Probable cause to arrest exists if, "under the totality of the circumstances known to the arresting officers, a prudent person would have concluded that there was a fair probability that [the plaintiff] had committed a crime. Beier v. City of Lewiston, 354 F.2d 1058, 1065 (9th Cir.2004). The proper inquiry where an officer is claiming qualified immunity for a false arrest claim is "whether a reasonable officer could have believed that probable cause existed to arrest the plaintiff." Franklin v. Fox, 312 F.3d 423, 437 (9th Cir.2002). Qualified immunity does not depend on whether probable cause actually existed.
a. Defendant Rodriguez
Defendants argue that it was not unreasonable for Defendant Rodriguez to ask Plaintiff to exit his vehicle and then allow Defendants Wilkin and Long to take over as she was already engaged in another traffic stop; that it was not unreasonable for Defendant Hustedde, who arrived after Plaintiff was arrested, to question Plaintiff and then call Defendant Salazar; and that it was not unreasonable for Defendant Salazar, who arrived thirty minutes after Plaintiff's arrest, to speak with the officers and then order Plaintiff released. This totally partisan analysis accepts the credibility of the Defendants and ignores the allegations of the Complaint.
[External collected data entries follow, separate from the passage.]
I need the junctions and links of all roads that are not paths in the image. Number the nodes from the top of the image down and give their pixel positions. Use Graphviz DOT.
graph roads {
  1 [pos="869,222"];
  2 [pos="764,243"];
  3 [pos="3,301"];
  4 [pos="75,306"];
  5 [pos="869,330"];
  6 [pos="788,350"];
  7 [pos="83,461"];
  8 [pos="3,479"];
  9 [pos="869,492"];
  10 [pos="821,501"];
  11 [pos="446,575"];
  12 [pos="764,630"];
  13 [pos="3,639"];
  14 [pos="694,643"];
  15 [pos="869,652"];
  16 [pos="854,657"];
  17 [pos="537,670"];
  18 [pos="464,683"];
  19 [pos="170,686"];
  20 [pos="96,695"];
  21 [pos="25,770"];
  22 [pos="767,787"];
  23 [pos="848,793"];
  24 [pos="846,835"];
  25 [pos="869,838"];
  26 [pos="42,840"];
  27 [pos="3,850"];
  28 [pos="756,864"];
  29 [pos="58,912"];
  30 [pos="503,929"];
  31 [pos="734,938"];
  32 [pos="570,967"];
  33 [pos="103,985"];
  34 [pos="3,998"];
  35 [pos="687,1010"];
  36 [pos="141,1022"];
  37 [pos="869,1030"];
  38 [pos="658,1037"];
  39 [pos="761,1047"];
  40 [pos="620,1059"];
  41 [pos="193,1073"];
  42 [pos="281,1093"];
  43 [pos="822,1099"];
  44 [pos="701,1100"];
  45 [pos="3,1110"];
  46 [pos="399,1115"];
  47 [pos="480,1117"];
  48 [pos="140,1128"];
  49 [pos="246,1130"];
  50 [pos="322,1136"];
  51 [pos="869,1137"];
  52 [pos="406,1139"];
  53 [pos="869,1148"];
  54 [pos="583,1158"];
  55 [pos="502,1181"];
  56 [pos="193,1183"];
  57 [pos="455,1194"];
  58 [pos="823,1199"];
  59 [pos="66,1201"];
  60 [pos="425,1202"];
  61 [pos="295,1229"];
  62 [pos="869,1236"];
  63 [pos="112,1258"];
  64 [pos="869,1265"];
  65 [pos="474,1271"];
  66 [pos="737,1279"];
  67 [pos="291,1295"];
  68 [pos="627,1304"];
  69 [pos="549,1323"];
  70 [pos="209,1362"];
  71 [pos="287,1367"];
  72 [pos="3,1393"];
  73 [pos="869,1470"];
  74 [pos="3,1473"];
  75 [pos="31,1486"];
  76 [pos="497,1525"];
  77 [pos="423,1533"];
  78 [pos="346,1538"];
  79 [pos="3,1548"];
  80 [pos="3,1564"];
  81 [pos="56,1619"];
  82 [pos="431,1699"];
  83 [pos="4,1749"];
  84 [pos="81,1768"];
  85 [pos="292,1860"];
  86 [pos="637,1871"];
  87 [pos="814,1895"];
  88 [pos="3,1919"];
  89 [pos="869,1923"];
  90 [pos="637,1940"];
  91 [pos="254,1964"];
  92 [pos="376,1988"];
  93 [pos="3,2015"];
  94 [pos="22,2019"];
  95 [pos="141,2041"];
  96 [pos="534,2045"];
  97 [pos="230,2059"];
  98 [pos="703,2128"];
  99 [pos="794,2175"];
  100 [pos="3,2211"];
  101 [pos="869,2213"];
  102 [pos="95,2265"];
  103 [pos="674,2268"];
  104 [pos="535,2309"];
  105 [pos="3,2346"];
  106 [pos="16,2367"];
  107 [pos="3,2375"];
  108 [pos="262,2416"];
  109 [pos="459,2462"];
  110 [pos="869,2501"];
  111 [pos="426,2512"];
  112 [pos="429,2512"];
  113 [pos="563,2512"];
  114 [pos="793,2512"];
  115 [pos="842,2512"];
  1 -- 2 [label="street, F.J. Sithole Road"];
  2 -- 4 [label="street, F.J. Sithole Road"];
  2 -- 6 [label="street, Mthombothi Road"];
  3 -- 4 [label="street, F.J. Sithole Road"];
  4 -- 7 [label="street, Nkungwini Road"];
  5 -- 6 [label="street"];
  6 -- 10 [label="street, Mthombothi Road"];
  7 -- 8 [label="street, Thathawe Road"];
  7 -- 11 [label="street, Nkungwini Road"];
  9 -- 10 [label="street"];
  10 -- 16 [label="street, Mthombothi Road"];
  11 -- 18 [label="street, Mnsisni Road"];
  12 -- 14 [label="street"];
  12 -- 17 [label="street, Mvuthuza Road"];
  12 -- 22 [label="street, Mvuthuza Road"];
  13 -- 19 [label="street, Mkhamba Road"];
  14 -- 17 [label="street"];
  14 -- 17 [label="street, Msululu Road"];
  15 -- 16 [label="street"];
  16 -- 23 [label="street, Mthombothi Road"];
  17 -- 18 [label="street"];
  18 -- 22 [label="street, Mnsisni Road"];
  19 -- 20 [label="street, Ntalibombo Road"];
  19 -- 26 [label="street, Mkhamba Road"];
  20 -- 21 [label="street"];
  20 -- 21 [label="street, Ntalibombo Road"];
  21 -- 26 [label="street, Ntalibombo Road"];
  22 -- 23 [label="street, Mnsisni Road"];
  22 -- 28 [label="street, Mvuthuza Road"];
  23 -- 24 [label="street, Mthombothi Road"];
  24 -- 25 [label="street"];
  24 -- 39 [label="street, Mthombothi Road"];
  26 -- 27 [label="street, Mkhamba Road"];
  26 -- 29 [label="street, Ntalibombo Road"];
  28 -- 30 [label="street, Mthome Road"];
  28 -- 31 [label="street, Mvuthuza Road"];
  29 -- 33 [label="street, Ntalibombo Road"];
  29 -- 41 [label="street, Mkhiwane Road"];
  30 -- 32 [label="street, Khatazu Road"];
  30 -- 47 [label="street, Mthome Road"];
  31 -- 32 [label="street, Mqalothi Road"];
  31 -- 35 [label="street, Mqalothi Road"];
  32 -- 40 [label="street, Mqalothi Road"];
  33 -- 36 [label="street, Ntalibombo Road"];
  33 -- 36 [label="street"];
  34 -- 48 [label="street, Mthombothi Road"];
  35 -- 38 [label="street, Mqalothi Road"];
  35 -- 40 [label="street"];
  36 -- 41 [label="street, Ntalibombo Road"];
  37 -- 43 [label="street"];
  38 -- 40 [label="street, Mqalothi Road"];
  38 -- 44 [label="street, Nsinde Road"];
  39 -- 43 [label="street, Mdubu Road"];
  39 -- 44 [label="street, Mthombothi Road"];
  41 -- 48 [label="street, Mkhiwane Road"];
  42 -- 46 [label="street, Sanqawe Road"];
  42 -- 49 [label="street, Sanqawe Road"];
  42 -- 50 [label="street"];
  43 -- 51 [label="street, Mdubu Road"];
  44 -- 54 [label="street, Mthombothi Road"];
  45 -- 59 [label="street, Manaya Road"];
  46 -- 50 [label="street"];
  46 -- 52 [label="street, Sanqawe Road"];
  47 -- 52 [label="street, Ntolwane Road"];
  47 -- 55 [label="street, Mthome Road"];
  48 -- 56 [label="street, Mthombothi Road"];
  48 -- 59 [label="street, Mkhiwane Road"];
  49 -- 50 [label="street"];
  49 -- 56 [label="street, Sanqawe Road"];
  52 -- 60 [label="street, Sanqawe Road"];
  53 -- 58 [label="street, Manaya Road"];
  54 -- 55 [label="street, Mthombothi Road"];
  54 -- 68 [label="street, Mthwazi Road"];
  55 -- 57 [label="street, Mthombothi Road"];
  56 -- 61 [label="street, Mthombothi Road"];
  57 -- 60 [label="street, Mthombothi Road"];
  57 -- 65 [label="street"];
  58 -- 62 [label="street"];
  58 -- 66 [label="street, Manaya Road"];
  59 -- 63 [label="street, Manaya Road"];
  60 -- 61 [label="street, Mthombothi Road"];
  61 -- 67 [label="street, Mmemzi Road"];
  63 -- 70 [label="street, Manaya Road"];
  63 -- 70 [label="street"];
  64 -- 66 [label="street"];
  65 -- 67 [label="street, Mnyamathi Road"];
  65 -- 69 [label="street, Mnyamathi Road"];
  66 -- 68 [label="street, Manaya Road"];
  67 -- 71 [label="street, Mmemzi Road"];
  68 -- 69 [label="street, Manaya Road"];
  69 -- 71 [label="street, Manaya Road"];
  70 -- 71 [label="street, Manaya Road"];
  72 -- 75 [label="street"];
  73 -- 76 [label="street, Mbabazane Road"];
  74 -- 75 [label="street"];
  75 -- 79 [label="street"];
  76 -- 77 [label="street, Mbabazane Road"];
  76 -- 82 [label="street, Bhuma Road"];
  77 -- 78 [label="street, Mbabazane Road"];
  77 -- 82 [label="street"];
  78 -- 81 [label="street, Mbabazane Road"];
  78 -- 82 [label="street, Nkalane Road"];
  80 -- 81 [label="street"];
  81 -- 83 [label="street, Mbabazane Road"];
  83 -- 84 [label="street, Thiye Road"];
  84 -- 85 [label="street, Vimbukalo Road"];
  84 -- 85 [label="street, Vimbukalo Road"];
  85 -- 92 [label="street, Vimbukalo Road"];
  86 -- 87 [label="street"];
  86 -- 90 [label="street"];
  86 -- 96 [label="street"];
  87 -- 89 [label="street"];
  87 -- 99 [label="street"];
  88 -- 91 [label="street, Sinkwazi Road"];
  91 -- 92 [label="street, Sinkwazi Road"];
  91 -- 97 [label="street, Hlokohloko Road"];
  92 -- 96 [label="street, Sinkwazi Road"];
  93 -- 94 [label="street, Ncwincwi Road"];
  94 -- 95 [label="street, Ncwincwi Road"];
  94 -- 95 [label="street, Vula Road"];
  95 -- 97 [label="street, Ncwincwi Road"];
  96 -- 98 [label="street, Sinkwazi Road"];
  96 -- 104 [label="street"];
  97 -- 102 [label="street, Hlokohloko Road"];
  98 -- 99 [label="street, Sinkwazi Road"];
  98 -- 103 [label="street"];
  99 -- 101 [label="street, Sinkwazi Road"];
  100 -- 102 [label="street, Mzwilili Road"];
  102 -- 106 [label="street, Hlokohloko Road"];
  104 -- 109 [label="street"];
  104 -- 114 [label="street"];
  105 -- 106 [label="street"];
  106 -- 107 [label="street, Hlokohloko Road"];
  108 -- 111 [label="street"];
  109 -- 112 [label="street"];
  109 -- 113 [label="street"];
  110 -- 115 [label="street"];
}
Plaintiff responds that Defendants' invocation of qualified immunity fails to address the question of national origin discrimination. Although Defendant Rodriguez could lawfully ask Plaintiff to exit his vehicle and turn it over to further investigation, Plaintiff contends, if she did so because Plaintiff was Hispanic, her conduct was unlawful and no officer could reasonably believe "that is a lawful basis." Moreover, she is alleged to have falsely accused Plaintiff of interfering with her unrelated investigation and she did not conduct any sobriety evaluation.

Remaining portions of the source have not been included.